In which we bear bad news

Breaking bad news to people is always hard to do. Even if it’s something as mundane as a dead computer. I took a quick look at a machine one of the staff had brought in from home, in my lunch break; it’s vitally important she gets it working again, apparently, because it’s got all her daughter’s schoolwork on it, and they have to have a computer now to do all their assignments on.* It only needed a quick look to show that it’s not coming back to life. Its hard disk is almost certainly now a former hard disk, with no hope of getting her homework back.** But how do I tell her?

Latest addition to my RSS reader: Bad Archaeology. The navigation is a bit awkward, and their “latest news” page doesn’t seem to get archived, but there’s some very good stuff in there, if, like me, you would love to try poking members of the Erich von Däniken Fan Club with long pointy sticks. Their latest article is on King Arthur, as an example of what happens when you set out to prove a point, and try to use archaeology to do that. I’m tempted to write something longer about exactly that, soon.

In other news: I’ve been listening to Phoebe Kreutz lately. Her songs make me smile, and make me want to listen to more of her songs. So that has to be a good thing. Hurrah for good things!

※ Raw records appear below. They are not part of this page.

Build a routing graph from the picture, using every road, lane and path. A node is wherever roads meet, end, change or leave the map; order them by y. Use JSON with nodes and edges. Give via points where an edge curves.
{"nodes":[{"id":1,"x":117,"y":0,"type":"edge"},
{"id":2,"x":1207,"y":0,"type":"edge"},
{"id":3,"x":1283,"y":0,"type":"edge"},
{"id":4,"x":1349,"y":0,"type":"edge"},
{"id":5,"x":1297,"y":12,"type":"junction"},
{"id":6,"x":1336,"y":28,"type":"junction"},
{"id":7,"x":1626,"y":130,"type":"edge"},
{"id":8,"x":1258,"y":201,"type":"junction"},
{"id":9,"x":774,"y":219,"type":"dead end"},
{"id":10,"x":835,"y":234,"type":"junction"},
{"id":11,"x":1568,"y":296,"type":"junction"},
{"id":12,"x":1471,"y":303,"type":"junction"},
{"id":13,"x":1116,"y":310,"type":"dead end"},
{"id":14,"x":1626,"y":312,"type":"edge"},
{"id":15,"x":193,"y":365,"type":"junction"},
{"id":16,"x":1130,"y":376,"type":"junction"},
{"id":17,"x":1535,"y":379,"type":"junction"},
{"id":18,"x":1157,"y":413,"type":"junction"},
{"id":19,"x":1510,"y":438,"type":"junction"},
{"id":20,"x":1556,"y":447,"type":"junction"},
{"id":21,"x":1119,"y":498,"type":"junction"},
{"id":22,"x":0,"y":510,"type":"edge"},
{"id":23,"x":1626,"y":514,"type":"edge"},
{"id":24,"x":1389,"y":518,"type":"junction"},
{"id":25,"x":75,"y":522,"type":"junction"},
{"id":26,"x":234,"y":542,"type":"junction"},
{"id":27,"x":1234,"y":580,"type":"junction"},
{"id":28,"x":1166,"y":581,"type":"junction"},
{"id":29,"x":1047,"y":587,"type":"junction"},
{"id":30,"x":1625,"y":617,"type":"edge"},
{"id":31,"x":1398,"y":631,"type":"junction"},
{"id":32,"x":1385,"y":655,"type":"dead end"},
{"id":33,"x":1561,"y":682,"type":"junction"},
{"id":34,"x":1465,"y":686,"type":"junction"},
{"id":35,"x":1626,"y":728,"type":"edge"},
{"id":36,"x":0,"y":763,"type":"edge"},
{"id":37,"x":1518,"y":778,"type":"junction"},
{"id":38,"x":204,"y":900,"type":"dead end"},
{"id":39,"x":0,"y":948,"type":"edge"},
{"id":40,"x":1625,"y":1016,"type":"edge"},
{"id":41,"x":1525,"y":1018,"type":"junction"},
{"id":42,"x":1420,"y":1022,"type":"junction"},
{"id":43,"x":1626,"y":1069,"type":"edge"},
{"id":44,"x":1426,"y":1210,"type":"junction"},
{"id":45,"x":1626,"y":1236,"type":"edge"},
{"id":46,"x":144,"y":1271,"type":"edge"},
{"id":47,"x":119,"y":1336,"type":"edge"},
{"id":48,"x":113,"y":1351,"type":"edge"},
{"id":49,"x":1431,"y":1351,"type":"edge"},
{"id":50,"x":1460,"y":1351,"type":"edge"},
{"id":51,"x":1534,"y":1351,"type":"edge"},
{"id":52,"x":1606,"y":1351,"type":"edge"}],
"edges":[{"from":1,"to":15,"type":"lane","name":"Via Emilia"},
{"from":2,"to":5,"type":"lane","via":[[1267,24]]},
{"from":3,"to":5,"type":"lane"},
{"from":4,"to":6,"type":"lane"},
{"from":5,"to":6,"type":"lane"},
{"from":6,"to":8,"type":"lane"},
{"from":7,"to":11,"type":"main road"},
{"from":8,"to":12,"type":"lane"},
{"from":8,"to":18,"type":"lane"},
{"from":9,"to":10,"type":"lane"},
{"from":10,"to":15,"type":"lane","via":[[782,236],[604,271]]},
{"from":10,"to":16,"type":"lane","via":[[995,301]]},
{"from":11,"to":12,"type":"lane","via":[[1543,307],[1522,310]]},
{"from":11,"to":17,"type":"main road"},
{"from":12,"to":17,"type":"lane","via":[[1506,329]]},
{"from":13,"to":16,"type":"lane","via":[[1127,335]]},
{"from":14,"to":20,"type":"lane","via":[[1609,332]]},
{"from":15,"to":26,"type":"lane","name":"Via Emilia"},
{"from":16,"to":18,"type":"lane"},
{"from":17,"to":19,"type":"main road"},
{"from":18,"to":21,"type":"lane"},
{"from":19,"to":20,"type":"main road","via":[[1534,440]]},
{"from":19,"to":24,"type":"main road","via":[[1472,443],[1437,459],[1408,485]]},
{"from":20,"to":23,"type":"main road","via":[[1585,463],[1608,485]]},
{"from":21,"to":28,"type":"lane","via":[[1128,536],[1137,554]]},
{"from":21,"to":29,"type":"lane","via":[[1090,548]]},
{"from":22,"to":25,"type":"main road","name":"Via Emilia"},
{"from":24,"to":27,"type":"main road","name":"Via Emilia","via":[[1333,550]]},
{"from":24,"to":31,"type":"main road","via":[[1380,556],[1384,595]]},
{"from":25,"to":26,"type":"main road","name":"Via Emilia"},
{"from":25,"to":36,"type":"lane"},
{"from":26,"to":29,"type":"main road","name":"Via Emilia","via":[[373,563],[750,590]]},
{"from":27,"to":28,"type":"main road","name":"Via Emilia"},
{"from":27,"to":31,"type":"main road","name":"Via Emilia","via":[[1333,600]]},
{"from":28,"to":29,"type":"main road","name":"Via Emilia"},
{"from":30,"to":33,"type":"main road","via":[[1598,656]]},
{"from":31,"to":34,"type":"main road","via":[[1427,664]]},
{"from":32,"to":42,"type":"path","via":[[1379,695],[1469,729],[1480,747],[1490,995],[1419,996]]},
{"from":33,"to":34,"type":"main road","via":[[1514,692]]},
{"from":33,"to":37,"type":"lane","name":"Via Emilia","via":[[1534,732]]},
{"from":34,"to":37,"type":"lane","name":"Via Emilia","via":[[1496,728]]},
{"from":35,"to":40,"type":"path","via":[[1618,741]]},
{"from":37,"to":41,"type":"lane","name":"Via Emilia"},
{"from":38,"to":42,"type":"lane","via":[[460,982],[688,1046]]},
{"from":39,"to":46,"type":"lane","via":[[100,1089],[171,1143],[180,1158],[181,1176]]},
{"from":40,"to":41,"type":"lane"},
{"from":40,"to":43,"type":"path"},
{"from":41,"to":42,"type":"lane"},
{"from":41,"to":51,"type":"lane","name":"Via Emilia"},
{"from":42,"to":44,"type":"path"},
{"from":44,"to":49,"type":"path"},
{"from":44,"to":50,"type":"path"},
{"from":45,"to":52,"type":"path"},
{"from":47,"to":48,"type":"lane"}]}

* I’m not sure I believe that. This isn’t a rich town, and there must be many many children in the area whose parents don’t have a PC.

** A normal boot sequence halts with “Non-system disk or disk error”, which, if your other drives are all empty, is never a good sign. A Linux boot CD finds the hard disk, prints out lots of nasty disk hardware errors, and then says it can’t read the partition table. Not good, not at all.

Percentages

In which we make some numbers up

According to Martijn, 47% of all blog posts consist of links to other blogs.*

Well, according to new research by the Militant Invective Laboratories, an entire 0.3% of current blog posts consist of links to blog posts about the proportion of blog posts which just consist of links to other blogs.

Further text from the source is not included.